Onda farklı bir şey vardı. Sanki onu hep tanımışım, hep yanındaymış gibi hissediyordum. Onu gördükten sonra her şeyi unutup ona odaklanıyor, tüm sesler yerine sadece kalp atış sesimi duyuyordum. Sebepsiz yere onu izliyor, hareketlerini tekrar ediyor, onun ilgi alanıyla uğraşıyor, onun gibi davranıyordum. 

Ve bu büyülü an zilin çalmasıyla son buluyor. Ah yine sıra her sabah bizi sıraya koymaktan sıkılmadılar mı artık? Ben çok sıkıldım.

Sıraya geçiyoruz;

''Günaydın.''
''Günaydın.''
''Günaydın.''
''Günaydın.''

Bu kadar Günaydın yeter deyip kafamı sol tarafa çeviriyorum ve yine onu görüyorum o da bana bakıyor. 
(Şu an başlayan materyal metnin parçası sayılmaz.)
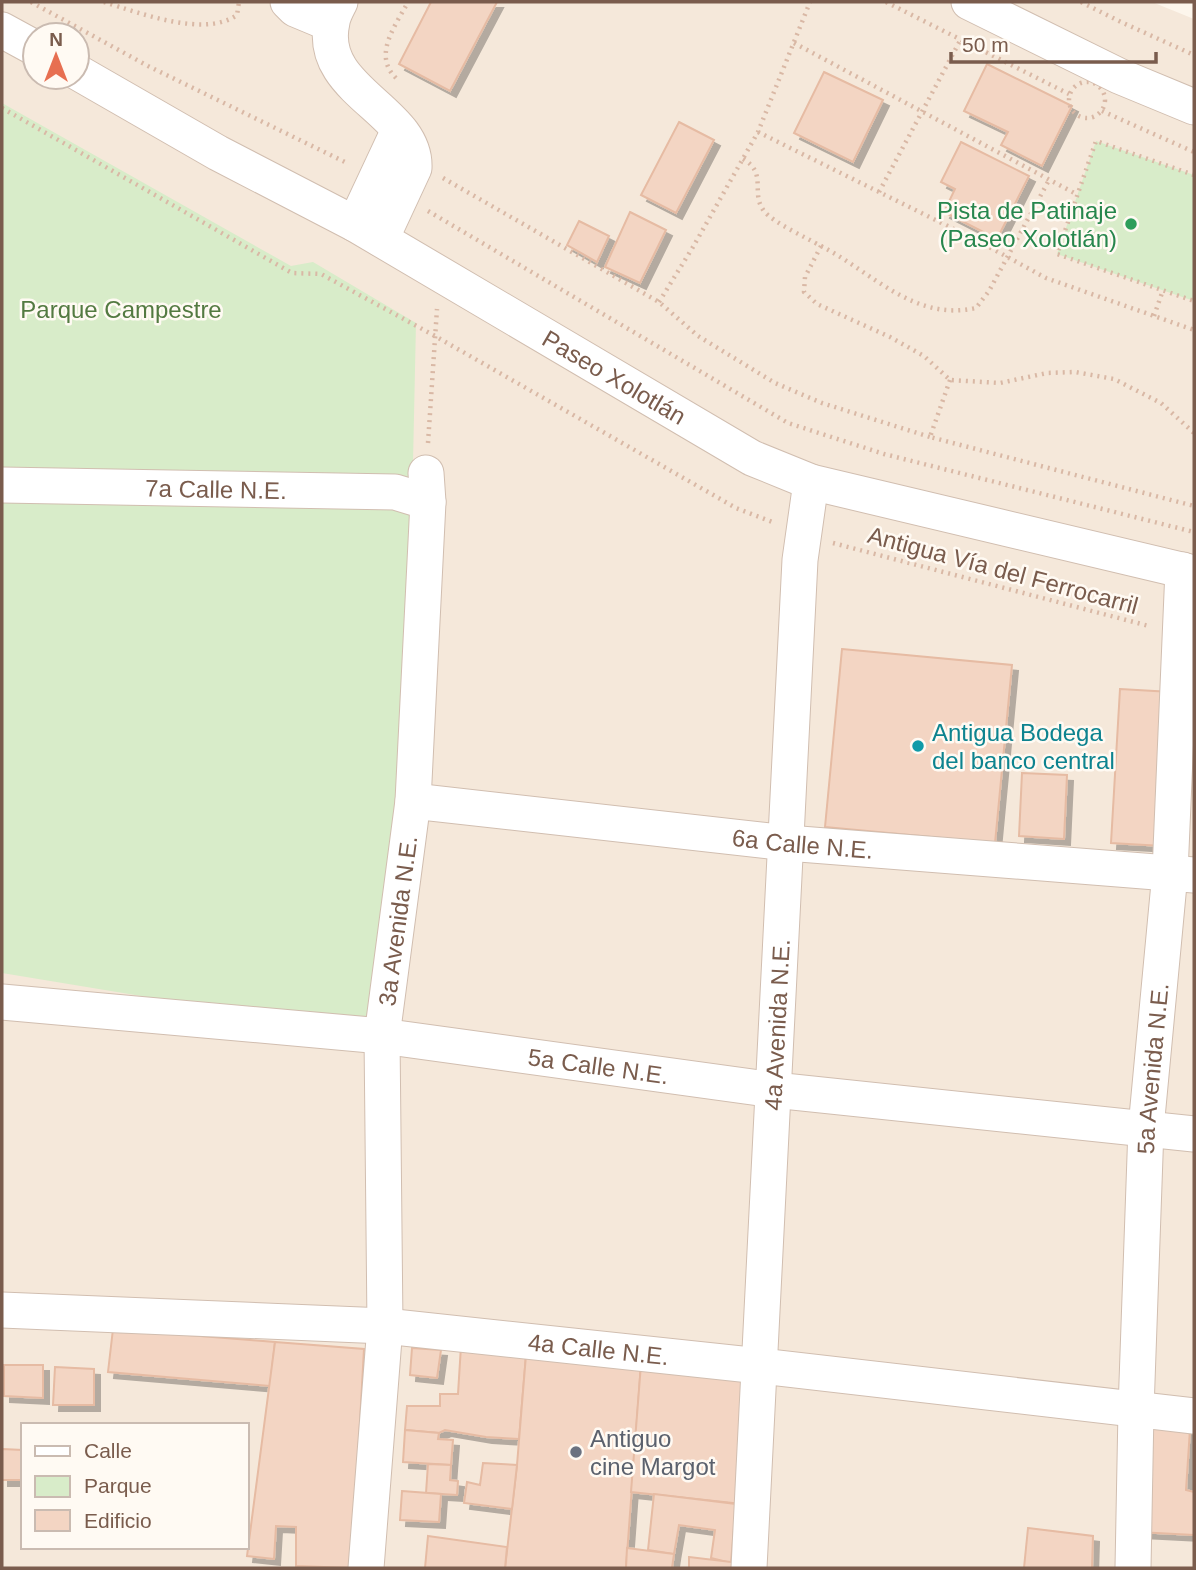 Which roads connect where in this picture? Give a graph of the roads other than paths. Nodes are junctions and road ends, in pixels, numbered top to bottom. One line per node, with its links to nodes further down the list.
1 (288, 2): 3 (street)
2 (969, 2): 7 (street)
3 (336, 13): 8 (street)
4 (2, 30): 5 (street)
5 (21, 40)
6 (91, 80): 8 (street, Paseo Xolotlán)
7 (1194, 107)
8 (368, 232): 9 (street, Paseo Xolotlán)
9 (811, 482): 12 (street, Paseo Xolotlán); 14 (street, 4a Avenida N.E.)
10 (2, 485): 11 (street, 7a Calle N.E.)
11 (427, 487): 13 (street, 3a Avenida N.E.)
12 (1189, 571): 15 (street, 5a Avenida N.E.)
13 (413, 801): 14 (street, 6a Calle N.E.); 17 (street, 3a Avenida N.E.)
14 (786, 843): 15 (street, 6a Calle N.E.); 18 (street, 4a Avenida N.E.)
15 (1182, 874): 19 (street, 5a Avenida N.E.)
16 (2, 1002): 17 (street, 5a Calle N.E.)
17 (382, 1036): 18 (street, 5a Calle N.E.); 22 (street, 3a Avenida N.E.)
18 (774, 1090): 19 (street, 5a Calle N.E.); 23 (street, 4a Avenida N.E.)
19 (1146, 1128): 20 (street, 5a Calle N.E.); 24 (street, 5a Avenida N.E.)
20 (1194, 1134)
21 (2, 1310): 22 (street, 4a Calle N.E.)
22 (385, 1326): 23 (street, 4a Calle N.E.); 26 (street, 3a Avenida N.E.)
23 (760, 1366): 24 (street, 4a Calle N.E.); 27 (street, 4a Avenida N.E.)
24 (1136, 1410): 25 (street, 4a Calle N.E.); 28 (street, 5a Avenida N.E.)
25 (1194, 1416)
26 (366, 1568)
27 (749, 1568)
28 (1133, 1568)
Yanına bir kız yaklaşıyor ve samimi konuşmaları başlıyor. Gözünü kızdan ayırmıyor, içine düşecek neredeyse oha pislik ya!

Müdür yine her zamanki konuşmasını yapıyor ve biz yine sıkılıyoruz. "Ay-dat-la-rı-nı ver-me-yen ar-ka-daş-lar, a-fe-rin ge-tir-me-yin. Me-zun ol-mak is-te-di-ği-niz-de dört yı-lın ay-da-tı-nı bir-den ö-der-si-niz ar-tık!" Bu şekilde konuşsaymış daha iyi olurmuş. En azından bugün bir farklılık yapmış olurdu.

Tehdidimizi de aldıktan sonra konuşması bitiyor ve sınıflara geçmeye başlıyoruz. 

Su almak için kantine doğru yöneliyorum. Kantinin önüne gelmiştim. Küçük bir merdiven vardı. Şu merdivenden nefret ediyordum. Küçük olmasına rağmen her seferinde takılıyordum. Aniden merdivenlerden dengemi kaybedip düşüyorum. Kalkmaya çalışıyorum ama ilk denemem başarısız oluyor. İkinci denememde bir el uzanıyor Kimin eli olduğunu bilmeden tutuyorum. Ayağa kalktığımda gördüğüm manzara karşısında yere düştüğümde hissettiğim acı kaybolup gidiyor.

 Hayatımın aşkı şimdi de kahramanım oluyor.